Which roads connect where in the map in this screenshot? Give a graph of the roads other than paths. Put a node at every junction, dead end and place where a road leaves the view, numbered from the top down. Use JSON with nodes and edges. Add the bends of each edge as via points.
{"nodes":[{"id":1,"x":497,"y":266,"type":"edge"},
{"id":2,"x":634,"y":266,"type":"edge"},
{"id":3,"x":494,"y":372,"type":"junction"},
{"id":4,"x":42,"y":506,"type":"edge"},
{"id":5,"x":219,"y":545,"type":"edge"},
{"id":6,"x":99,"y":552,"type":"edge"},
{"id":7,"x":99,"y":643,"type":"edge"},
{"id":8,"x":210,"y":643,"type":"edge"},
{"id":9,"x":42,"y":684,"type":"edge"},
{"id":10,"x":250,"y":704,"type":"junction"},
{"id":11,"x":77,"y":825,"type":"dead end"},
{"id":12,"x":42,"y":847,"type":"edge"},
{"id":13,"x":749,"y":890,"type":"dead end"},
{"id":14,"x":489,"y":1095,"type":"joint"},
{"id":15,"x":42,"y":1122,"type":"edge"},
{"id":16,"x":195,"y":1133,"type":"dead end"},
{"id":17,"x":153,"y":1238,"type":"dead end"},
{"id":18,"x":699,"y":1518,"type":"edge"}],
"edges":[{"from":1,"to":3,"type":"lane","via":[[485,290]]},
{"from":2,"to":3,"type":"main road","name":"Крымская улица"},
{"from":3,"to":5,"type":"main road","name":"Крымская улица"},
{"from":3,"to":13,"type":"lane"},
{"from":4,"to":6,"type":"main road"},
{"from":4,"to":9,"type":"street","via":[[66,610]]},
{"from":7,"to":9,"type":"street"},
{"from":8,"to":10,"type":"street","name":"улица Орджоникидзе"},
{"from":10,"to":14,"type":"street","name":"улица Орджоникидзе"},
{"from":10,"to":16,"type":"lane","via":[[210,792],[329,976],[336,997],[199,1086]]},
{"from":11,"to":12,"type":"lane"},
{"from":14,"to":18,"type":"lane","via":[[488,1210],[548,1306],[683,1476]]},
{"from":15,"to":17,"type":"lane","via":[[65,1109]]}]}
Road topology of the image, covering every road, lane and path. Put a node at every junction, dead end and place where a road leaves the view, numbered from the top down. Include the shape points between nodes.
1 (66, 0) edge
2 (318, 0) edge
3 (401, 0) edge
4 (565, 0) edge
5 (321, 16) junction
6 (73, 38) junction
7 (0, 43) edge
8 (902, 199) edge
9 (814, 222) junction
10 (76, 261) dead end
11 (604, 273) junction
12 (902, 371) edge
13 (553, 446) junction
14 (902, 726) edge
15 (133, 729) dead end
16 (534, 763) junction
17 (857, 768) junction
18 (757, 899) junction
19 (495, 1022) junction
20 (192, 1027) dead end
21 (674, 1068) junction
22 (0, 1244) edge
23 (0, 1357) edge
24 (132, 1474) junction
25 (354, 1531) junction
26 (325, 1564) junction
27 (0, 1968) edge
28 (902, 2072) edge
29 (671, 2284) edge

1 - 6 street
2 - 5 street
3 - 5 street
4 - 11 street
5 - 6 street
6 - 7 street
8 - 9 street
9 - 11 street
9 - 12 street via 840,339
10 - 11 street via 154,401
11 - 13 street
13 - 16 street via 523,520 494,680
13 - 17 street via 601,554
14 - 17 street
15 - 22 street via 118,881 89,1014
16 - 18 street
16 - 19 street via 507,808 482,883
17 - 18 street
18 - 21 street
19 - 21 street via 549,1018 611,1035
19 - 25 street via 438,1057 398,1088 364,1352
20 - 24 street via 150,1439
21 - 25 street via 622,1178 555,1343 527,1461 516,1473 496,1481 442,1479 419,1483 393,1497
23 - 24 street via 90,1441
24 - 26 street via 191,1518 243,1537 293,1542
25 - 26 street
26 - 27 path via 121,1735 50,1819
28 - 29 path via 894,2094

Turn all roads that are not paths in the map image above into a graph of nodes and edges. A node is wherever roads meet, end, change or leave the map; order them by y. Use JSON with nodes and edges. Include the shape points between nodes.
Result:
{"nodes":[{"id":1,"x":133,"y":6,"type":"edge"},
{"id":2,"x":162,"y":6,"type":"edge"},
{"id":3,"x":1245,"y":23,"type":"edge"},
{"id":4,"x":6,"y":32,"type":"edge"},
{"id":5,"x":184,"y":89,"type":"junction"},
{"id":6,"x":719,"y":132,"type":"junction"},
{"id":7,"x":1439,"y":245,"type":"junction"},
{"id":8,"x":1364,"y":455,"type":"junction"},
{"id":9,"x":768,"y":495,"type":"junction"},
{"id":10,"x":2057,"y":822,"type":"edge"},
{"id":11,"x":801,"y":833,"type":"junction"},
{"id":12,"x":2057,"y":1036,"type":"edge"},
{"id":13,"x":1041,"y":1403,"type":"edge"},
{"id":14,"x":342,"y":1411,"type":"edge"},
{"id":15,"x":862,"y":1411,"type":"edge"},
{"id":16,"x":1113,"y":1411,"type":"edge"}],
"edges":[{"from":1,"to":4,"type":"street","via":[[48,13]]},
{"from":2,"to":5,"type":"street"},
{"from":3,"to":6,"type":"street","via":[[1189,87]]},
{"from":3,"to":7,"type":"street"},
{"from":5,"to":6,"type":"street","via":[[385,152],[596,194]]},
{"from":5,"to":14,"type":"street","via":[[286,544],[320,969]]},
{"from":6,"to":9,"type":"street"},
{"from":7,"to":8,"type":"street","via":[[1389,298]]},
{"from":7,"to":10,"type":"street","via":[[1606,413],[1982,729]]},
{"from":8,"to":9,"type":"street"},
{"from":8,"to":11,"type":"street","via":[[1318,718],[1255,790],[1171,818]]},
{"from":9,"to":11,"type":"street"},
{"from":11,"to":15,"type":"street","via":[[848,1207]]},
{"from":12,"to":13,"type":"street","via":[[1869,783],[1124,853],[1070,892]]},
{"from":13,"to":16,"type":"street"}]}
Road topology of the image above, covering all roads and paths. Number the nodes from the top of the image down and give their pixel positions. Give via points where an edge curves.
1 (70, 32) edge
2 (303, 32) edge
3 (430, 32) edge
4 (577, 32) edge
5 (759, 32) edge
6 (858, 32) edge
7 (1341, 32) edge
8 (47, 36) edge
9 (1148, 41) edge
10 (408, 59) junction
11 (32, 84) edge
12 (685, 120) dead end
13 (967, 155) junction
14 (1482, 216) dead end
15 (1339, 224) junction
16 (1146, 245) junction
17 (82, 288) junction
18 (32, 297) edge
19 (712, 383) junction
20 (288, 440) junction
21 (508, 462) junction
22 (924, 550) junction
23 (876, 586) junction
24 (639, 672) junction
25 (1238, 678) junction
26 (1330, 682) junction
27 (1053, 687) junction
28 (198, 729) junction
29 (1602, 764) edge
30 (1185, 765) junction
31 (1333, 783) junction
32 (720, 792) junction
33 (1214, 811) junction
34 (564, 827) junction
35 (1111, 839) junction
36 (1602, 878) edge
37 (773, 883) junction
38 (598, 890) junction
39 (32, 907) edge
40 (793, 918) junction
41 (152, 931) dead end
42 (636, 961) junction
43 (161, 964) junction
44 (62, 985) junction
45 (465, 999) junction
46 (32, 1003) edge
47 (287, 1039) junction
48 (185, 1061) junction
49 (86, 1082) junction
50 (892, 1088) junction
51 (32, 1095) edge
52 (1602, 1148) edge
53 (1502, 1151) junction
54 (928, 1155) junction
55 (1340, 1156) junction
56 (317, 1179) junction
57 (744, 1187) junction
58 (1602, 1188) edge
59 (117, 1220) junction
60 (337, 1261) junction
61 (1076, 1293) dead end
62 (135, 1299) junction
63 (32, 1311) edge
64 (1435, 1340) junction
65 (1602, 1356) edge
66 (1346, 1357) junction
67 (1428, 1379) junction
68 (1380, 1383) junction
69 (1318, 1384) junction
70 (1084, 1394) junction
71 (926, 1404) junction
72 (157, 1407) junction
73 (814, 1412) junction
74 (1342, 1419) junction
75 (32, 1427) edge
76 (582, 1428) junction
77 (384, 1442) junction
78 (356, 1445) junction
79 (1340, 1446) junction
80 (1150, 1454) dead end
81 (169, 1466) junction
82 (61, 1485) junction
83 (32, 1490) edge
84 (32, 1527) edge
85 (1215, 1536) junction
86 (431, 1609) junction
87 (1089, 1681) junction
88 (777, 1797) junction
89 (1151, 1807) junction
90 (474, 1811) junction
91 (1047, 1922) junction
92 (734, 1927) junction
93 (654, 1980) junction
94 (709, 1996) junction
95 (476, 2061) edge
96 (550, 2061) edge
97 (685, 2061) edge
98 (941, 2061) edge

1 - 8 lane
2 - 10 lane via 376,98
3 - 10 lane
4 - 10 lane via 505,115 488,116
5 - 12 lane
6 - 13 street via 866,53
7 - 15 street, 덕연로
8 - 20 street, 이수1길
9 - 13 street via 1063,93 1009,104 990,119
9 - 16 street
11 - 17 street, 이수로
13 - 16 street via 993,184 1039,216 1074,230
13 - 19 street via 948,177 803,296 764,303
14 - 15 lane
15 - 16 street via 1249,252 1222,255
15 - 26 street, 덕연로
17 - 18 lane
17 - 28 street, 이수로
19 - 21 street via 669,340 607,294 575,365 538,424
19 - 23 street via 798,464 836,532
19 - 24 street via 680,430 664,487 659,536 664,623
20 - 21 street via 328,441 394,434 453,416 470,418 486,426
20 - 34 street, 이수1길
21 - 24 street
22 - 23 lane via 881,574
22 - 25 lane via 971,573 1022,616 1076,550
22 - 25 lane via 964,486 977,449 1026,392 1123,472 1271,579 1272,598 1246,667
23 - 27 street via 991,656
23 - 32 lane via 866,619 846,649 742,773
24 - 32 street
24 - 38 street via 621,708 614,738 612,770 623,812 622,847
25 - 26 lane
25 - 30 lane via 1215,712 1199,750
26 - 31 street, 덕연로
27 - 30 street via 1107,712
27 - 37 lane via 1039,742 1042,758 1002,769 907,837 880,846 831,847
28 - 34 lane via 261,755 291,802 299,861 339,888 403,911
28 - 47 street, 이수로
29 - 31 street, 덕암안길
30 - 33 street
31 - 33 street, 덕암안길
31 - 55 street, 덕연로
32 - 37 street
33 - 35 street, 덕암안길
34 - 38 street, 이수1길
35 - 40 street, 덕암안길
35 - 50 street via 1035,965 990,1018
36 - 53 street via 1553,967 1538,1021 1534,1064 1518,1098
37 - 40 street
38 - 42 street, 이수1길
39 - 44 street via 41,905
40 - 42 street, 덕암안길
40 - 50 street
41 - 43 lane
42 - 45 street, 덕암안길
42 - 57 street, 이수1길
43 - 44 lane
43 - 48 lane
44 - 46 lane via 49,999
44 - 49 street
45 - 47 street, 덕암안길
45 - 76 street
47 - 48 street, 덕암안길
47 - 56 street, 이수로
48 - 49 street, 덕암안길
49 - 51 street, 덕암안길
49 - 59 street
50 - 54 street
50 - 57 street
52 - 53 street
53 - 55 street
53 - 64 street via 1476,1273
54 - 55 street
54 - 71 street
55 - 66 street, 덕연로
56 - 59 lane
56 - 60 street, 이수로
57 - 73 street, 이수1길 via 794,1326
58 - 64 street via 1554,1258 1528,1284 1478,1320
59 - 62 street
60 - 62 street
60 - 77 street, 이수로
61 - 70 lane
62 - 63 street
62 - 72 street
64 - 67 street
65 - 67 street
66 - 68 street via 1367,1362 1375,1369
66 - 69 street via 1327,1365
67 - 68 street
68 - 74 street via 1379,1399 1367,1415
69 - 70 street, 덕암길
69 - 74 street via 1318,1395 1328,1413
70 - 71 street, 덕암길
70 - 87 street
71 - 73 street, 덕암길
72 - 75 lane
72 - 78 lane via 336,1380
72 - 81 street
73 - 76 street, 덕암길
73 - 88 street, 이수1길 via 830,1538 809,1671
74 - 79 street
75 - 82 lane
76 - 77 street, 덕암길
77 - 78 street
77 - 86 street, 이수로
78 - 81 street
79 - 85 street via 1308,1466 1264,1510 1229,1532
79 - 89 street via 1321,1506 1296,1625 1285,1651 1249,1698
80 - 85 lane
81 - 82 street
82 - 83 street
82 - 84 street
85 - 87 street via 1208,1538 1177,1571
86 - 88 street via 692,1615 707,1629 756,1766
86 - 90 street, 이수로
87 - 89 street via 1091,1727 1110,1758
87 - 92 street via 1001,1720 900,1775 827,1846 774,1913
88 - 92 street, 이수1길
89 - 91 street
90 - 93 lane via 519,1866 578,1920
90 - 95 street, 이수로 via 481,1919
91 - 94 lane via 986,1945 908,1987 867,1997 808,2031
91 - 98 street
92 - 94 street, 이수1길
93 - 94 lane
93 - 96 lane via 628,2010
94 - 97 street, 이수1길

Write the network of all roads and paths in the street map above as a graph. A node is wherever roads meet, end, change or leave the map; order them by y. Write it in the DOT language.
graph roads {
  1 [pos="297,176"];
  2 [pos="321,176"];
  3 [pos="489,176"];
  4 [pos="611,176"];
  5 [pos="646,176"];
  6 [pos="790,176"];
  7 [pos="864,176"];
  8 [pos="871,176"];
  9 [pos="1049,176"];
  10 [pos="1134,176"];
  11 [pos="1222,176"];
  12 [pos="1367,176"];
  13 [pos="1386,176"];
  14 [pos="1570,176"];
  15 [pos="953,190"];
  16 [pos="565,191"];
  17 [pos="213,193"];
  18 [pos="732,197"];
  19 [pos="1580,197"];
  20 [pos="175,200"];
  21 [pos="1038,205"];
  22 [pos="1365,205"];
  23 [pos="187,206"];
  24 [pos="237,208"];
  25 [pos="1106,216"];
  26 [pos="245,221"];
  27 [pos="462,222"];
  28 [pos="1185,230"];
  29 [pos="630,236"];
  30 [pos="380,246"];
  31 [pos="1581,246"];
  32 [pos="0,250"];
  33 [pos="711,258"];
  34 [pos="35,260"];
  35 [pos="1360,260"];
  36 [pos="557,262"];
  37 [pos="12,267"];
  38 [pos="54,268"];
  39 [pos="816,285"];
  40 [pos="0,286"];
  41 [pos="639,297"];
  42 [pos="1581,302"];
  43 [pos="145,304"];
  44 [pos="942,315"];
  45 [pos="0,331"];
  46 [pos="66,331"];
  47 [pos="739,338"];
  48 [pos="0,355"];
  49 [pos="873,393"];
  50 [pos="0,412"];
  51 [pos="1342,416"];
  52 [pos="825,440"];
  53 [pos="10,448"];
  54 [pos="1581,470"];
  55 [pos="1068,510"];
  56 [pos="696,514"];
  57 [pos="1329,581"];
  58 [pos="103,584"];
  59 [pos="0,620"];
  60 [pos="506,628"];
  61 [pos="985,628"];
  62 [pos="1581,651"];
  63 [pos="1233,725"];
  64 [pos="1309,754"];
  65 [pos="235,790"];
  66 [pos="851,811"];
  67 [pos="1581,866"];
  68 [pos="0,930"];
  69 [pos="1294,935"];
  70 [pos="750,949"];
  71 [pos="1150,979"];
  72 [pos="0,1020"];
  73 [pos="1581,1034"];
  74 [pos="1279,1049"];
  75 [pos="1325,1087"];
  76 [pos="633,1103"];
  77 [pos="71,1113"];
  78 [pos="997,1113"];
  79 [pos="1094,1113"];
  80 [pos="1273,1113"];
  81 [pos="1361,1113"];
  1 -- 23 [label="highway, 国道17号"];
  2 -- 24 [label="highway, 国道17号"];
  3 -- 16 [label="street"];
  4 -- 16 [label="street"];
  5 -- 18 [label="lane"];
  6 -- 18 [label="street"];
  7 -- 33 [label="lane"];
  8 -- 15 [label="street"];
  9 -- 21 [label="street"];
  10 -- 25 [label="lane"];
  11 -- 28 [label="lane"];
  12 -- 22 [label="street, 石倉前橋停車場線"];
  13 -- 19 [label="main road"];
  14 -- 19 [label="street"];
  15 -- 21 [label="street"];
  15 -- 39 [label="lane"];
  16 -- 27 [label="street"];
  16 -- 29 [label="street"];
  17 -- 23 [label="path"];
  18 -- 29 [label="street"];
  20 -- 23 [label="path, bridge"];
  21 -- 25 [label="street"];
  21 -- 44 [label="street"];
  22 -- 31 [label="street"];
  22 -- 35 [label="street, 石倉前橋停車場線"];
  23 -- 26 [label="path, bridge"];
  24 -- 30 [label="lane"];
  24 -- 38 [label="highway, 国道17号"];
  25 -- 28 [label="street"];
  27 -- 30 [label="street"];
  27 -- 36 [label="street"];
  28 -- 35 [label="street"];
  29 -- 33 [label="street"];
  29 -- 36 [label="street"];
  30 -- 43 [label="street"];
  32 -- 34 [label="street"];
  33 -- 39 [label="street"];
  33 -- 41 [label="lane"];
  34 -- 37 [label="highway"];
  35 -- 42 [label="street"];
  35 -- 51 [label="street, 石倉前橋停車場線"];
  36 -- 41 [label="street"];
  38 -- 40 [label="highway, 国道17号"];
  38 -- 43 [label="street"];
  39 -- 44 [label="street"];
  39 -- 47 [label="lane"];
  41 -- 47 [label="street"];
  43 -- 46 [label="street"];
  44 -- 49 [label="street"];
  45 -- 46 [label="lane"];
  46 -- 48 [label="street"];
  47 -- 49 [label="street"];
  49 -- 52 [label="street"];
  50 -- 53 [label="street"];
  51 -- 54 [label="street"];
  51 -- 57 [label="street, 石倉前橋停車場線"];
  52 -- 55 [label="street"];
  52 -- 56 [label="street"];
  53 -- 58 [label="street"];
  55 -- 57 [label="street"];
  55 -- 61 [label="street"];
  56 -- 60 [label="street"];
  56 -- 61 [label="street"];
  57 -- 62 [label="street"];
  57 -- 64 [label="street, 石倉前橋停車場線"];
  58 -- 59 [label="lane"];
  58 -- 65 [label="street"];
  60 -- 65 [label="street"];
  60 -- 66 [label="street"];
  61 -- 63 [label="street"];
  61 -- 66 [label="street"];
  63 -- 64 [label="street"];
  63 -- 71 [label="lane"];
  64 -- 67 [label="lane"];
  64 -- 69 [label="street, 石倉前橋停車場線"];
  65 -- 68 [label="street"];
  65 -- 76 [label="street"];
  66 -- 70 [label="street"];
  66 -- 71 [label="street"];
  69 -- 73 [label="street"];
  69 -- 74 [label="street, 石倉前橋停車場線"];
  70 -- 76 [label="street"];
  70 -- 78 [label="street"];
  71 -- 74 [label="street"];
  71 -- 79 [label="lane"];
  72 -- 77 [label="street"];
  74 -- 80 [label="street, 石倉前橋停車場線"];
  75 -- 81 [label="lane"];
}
****************
### WORK REQUEST
Each line that mentions the string "them" must be copied from the listing.

### RESPONSE TO THE TASK
Turn all roads that are not paths in the map image above into a graph of nodes and edges. A node is wherever roads meet, end, change or leave the map; order them by y. Use JSON with nodes and edges. Include the shape points between nodes.
Write the network of all roads and paths in the street map above as a graph. A node is wherever roads meet, end, change or leave the map; order them by y. Write it in the DOT language.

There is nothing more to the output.